Re: internet media types and encoding from Rick Jelliffe on 2003-04-15 (www-tag@w3.org from April 2003)

From: Rick Jelliffe <ricko@topologi.com>
Date: Wed, 16 Apr 2003 01:11:44 +1000
To: <www-tag@w3.org>
Message-ID: <014d01c30361$53b75260$4bc8a8c0@AlletteSystems.com>

Tim Bray wrote
|
> I think we're kind of stuck with the C1 chars based on them having been 
> allowed in XML 1.0.  

I think this is not what Tim meant to write, but nevertheless:

1) The C1 characters in Unicode 3.1 are not the same characters as in Unicode 2.

Now that characters have been allocated to those code points, the choice on whether 
to *adopt* them comes down to the architectural issue of which layer XML belongs to:

  -- is it textual (something capable of being text/*, telnet, etc) or is is text (something 
that needs to be bin64 encoded, for example, when sent over protocols expecting 
textual data)?

  -- is imaginary error detection acceptable for mission-critical data?

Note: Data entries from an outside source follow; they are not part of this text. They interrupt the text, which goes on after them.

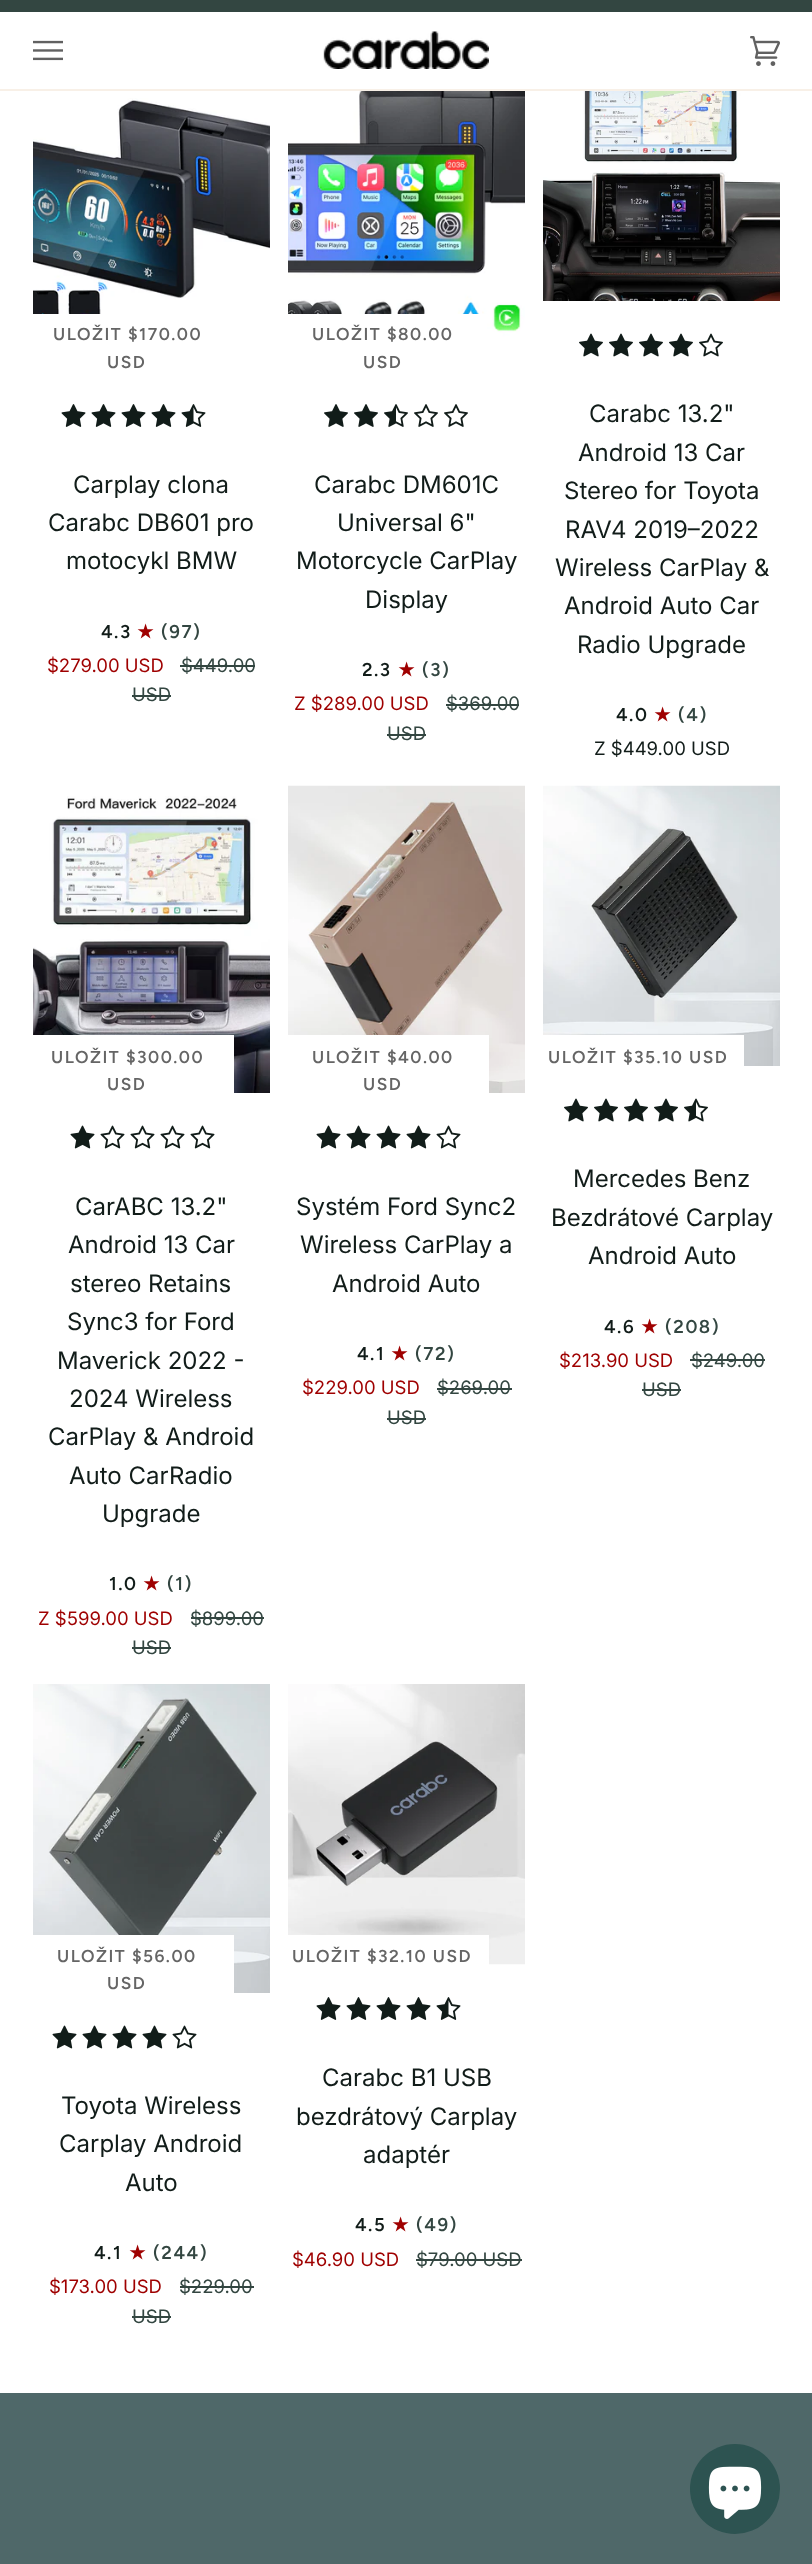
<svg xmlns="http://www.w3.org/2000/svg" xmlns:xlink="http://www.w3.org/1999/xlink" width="812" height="2564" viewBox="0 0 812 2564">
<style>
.cls-1{font:600 17.25px Figtree;letter-spacing:1.5px;fill:#656565}
.cls-2{font:24px Inter;fill:#111c19}
.cls-3{font:600 18.5px Figtree;letter-spacing:1.5px;fill:#111c19}
.cls-4{font:bold 18.5px DejaVu Sans;letter-spacing:1.5px;fill:#9f0000}
.cls-5{font:600 18.5px Figtree;letter-spacing:1.5px;fill:#334641}
.cls-6{font:18.5px Inter;fill:#9f0000}
.cls-7{font:18.5px Inter;fill:#334641}
.cls-8{font:18.5px Inter;fill:#111c19}
</style>
<rect width="100%" height="100%" fill="#ffffff"/>
<rect fill="#f8f0e7" x="0" y="89" width="812" height="2"/>
<rect fill="#334641" x="0" y="0" width="812" height="12"/>
<image xlink:href="image0.png" x="33" y="40" width="30" height="21"/>
<image xlink:href="image1.png" x="323" y="31" width="166" height="38"/>
<image xlink:href="image2.png" x="750" y="36" width="30" height="30"/>
<image xlink:href="image3.png" x="33" y="98" width="237" height="265"/>
<rect fill="#ffffff" x="33" y="314" width="68" height="49"/>
<image xlink:href="image4.png" x="61" y="404" width="25" height="23"/>
<image xlink:href="image4.png" x="91" y="404" width="25" height="23"/>
<image xlink:href="image4.png" x="121" y="404" width="25" height="23"/>
<image xlink:href="image4.png" x="151" y="404" width="25" height="23"/>
<image xlink:href="image5.png" x="181" y="404" width="25" height="23"/>
<rect fill="#334641" x="180" y="665" width="75" height="2"/>
<rect fill="#334641" x="132" y="695" width="39" height="2"/>
<image xlink:href="image6.png" x="288" y="91" width="237" height="246"/>
<rect fill="#ffffff" x="288" y="314" width="199" height="23"/>
<image xlink:href="image7.png" x="324" y="404" width="24" height="23"/>
<image xlink:href="image7.png" x="354" y="404" width="24" height="23"/>
<image xlink:href="image8.png" x="384" y="404" width="24" height="23"/>
<image xlink:href="image9.png" x="414" y="404" width="24" height="23"/>
<image xlink:href="image9.png" x="444" y="404" width="24" height="23"/>
<rect fill="#334641" x="446" y="704" width="73" height="2"/>
<rect fill="#334641" x="387" y="734" width="39" height="2"/>
<image xlink:href="image10.png" x="543" y="91" width="237" height="210"/>
<image xlink:href="image11.png" x="579" y="333" width="24" height="24"/>
<image xlink:href="image11.png" x="609" y="333" width="24" height="24"/>
<image xlink:href="image11.png" x="639" y="333" width="24" height="24"/>
<image xlink:href="image11.png" x="669" y="333" width="24" height="24"/>
<image xlink:href="image12.png" x="699" y="333" width="24" height="24"/>
<image xlink:href="image13.png" x="33" y="796" width="237" height="297"/>
<rect fill="#ffffff" x="33" y="1035" width="201" height="58"/>
<image xlink:href="image14.png" x="70" y="1125" width="25" height="24"/>
<image xlink:href="image15.png" x="100" y="1125" width="25" height="24"/>
<image xlink:href="image15.png" x="130" y="1125" width="25" height="24"/>
<image xlink:href="image15.png" x="160" y="1125" width="25" height="24"/>
<image xlink:href="image15.png" x="190" y="1125" width="25" height="24"/>
<rect fill="#334641" x="191" y="1617" width="73" height="2"/>
<rect fill="#334641" x="132" y="1647" width="39" height="2"/>
<image xlink:href="image16.png" x="288" y="785" width="237" height="308"/>
<rect fill="#ffffff" x="288" y="1035" width="201" height="58"/>
<image xlink:href="image14.png" x="316" y="1125" width="25" height="24"/>
<image xlink:href="image14.png" x="346" y="1125" width="25" height="24"/>
<image xlink:href="image14.png" x="376" y="1125" width="25" height="24"/>
<image xlink:href="image14.png" x="406" y="1125" width="25" height="24"/>
<image xlink:href="image15.png" x="436" y="1125" width="25" height="24"/>
<rect fill="#334641" x="437" y="1388" width="75" height="2"/>
<rect fill="#334641" x="387" y="1418" width="39" height="2"/>
<image xlink:href="image17.png" x="543" y="785" width="237" height="281"/>
<rect fill="#ffffff" x="543" y="1035" width="201" height="31"/>
<image xlink:href="image11.png" x="564" y="1098" width="24" height="24"/>
<image xlink:href="image11.png" x="594" y="1098" width="24" height="24"/>
<image xlink:href="image11.png" x="624" y="1098" width="24" height="24"/>
<image xlink:href="image11.png" x="654" y="1098" width="24" height="24"/>
<image xlink:href="image18.png" x="684" y="1098" width="24" height="24"/>
<rect fill="#334641" x="690" y="1359" width="75" height="2"/>
<rect fill="#334641" x="642" y="1389" width="39" height="2"/>
<image xlink:href="image19.png" x="33" y="1684" width="237" height="309"/>
<rect fill="#ffffff" x="33" y="1935" width="201" height="58"/>
<image xlink:href="image14.png" x="52" y="2025" width="25" height="24"/>
<image xlink:href="image14.png" x="82" y="2025" width="25" height="24"/>
<image xlink:href="image14.png" x="112" y="2025" width="25" height="24"/>
<image xlink:href="image14.png" x="142" y="2025" width="25" height="24"/>
<image xlink:href="image15.png" x="172" y="2025" width="25" height="24"/>
<rect fill="#334641" x="180" y="2286" width="74" height="2"/>
<rect fill="#334641" x="132" y="2316" width="39" height="2"/>
<image xlink:href="image20.png" x="288" y="1684" width="237" height="281"/>
<rect fill="#ffffff" x="288" y="1935" width="201" height="30"/>
<image xlink:href="image4.png" x="316" y="1997" width="25" height="23"/>
<image xlink:href="image4.png" x="346" y="1997" width="25" height="23"/>
<image xlink:href="image4.png" x="376" y="1997" width="25" height="23"/>
<image xlink:href="image4.png" x="406" y="1997" width="25" height="23"/>
<image xlink:href="image5.png" x="436" y="1997" width="25" height="23"/>
<rect fill="#334641" x="416" y="2259" width="106" height="2"/>
<rect fill="#4f6869" x="0" y="2393" width="812" height="171"/>
<circle fill="#2d5351" cx="735" cy="2489" r="45"/>
<image xlink:href="image21.png" x="708" y="2466" width="54" height="53"/>
<text class="cls-1" x="53" y="340">ULOŽIT $170.00</text>
<text class="cls-1" x="107" y="368">USD</text>
<text class="cls-2" x="73" y="493">Carplay clona</text>
<text class="cls-2" x="48" y="531">Carabc DB601 pro</text>
<text class="cls-2" x="66" y="569">motocykl BMW</text>
<text class="cls-3" x="101" y="638">4.3</text>
<text class="cls-4" x="137" y="638">★</text>
<text class="cls-5" x="161" y="638">(97)</text>
<text class="cls-6" x="47" y="672">$279.00 USD</text>
<text class="cls-7" x="181" y="672">$449.00</text>
<text class="cls-7" x="132" y="701">USD</text>
<text class="cls-1" x="312" y="340">ULOŽIT $80.00</text>
<text class="cls-1" x="363" y="368">USD</text>
<text class="cls-2" x="314" y="493">Carabc DM601C</text>
<text class="cls-2" x="337" y="531">Universal 6"</text>
<text class="cls-2" x="296" y="569">Motorcycle CarPlay</text>
<text class="cls-2" x="365" y="608">Display</text>
<text class="cls-3" x="362" y="676">2.3</text>
<text class="cls-4" x="398" y="676">★</text>
<text class="cls-5" x="422" y="676">(3)</text>
<text class="cls-6" x="294" y="710">Z $289.00 USD</text>
<text class="cls-7" x="446" y="710">$369.00</text>
<text class="cls-7" x="387" y="740">USD</text>
<text class="cls-2" x="589" y="422">Carabc 13.2"</text>
<text class="cls-2" x="578" y="461">Android 13 Car</text>
<text class="cls-2" x="564" y="499">Stereo for Toyota</text>
<text class="cls-2" x="565" y="538">RAV4 2019–2022</text>
<text class="cls-2" x="555" y="576">Wireless CarPlay &amp;</text>
<text class="cls-2" x="564" y="614">Android Auto Car</text>
<text class="cls-2" x="577" y="653">Radio Upgrade</text>
<text class="cls-3" x="616" y="721">4.0</text>
<text class="cls-4" x="654" y="721">★</text>
<text class="cls-5" x="678" y="721">(4)</text>
<text class="cls-8" x="594" y="755">Z $449.00 USD</text>
<text class="cls-1" x="51" y="1063">ULOŽIT $300.00</text>
<text class="cls-1" x="107" y="1090">USD</text>
<text class="cls-2" x="75" y="1215">CarABC 13.2"</text>
<text class="cls-2" x="68" y="1253">Android 13 Car</text>
<text class="cls-2" x="70" y="1292">stereo Retains</text>
<text class="cls-2" x="67" y="1330">Sync3 for Ford</text>
<text class="cls-2" x="57" y="1369">Maverick 2022 -</text>
<text class="cls-2" x="69" y="1407">2024 Wireless</text>
<text class="cls-2" x="48" y="1445">CarPlay &amp; Android</text>
<text class="cls-2" x="69" y="1484">Auto CarRadio</text>
<text class="cls-2" x="102" y="1522">Upgrade</text>
<text class="cls-3" x="109" y="1590">1.0</text>
<text class="cls-4" x="143" y="1590">★</text>
<text class="cls-5" x="167" y="1590">(1)</text>
<text class="cls-6" x="38" y="1625">Z $599.00 USD</text>
<text class="cls-7" x="190" y="1625">$899.00</text>
<text class="cls-7" x="132" y="1654">USD</text>
<text class="cls-1" x="312" y="1063">ULOŽIT $40.00</text>
<text class="cls-1" x="363" y="1090">USD</text>
<text class="cls-2" x="296" y="1215">Systém Ford Sync2</text>
<text class="cls-2" x="300" y="1253">Wireless CarPlay a</text>
<text class="cls-2" x="332" y="1292">Android Auto</text>
<text class="cls-3" x="357" y="1360">4.1</text>
<text class="cls-4" x="391" y="1360">★</text>
<text class="cls-5" x="415" y="1360">(72)</text>
<text class="cls-6" x="302" y="1394">$229.00 USD</text>
<text class="cls-7" x="437" y="1394">$269.00</text>
<text class="cls-7" x="387" y="1424">USD</text>
<text class="cls-1" x="548" y="1063">ULOŽIT $35.10 USD</text>
<text class="cls-2" x="573" y="1187">Mercedes Benz</text>
<text class="cls-2" x="551" y="1226">Bezdrátové Carplay</text>
<text class="cls-2" x="588" y="1264">Android Auto</text>
<text class="cls-3" x="604" y="1333">4.6</text>
<text class="cls-4" x="641" y="1333">★</text>
<text class="cls-5" x="665" y="1333">(208)</text>
<text class="cls-6" x="559" y="1367">$213.90 USD</text>
<text class="cls-7" x="691" y="1367">$249.00</text>
<text class="cls-7" x="642" y="1396">USD</text>
<text class="cls-1" x="57" y="1962">ULOŽIT $56.00</text>
<text class="cls-1" x="107" y="1989">USD</text>
<text class="cls-2" x="61" y="2114">Toyota Wireless</text>
<text class="cls-2" x="59" y="2152">Carplay Android</text>
<text class="cls-2" x="125" y="2191">Auto</text>
<text class="cls-3" x="94" y="2259">4.1</text>
<text class="cls-4" x="129" y="2259">★</text>
<text class="cls-5" x="153" y="2259">(244)</text>
<text class="cls-6" x="49" y="2293">$173.00 USD</text>
<text class="cls-7" x="179" y="2293">$229.00</text>
<text class="cls-7" x="132" y="2323">USD</text>
<text class="cls-1" x="292" y="1962">ULOŽIT $32.10 USD</text>
<text class="cls-2" x="322" y="2086">Carabc B1 USB</text>
<text class="cls-2" x="296" y="2125">bezdrátový Carplay</text>
<text class="cls-2" x="363" y="2163">adaptér</text>
<text class="cls-3" x="355" y="2231">4.5</text>
<text class="cls-4" x="392" y="2231">★</text>
<text class="cls-5" x="416" y="2231">(49)</text>
<text class="cls-6" x="292" y="2266">$46.90 USD</text>
<text class="cls-7" x="416" y="2266">$79.00 USD</text>
</svg>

2) It was entirely legitimate for XML processors to strip out the 
controls before they even reached the parser, at the transcoding stage,
because they belong to protocols not text.  As I mentioned, MSXML 4
did this with encoding 8859-1, because the controls are not defined
as part of 8859-1 (i.e. it is perfectly fine, and indeed good, if a transcoder
strips them from incoming 8859-1 text).  

Even if XML 1.1 says it allows control characters, it cannot guarantee
or specify that transcoders should not strip them (from byte-based encodings)
because that is the business of the encoding and the text protocol's details.  


Cheers
Rick Jelliffe

Received on Tuesday, 15 April 2003 11:07:51 UTC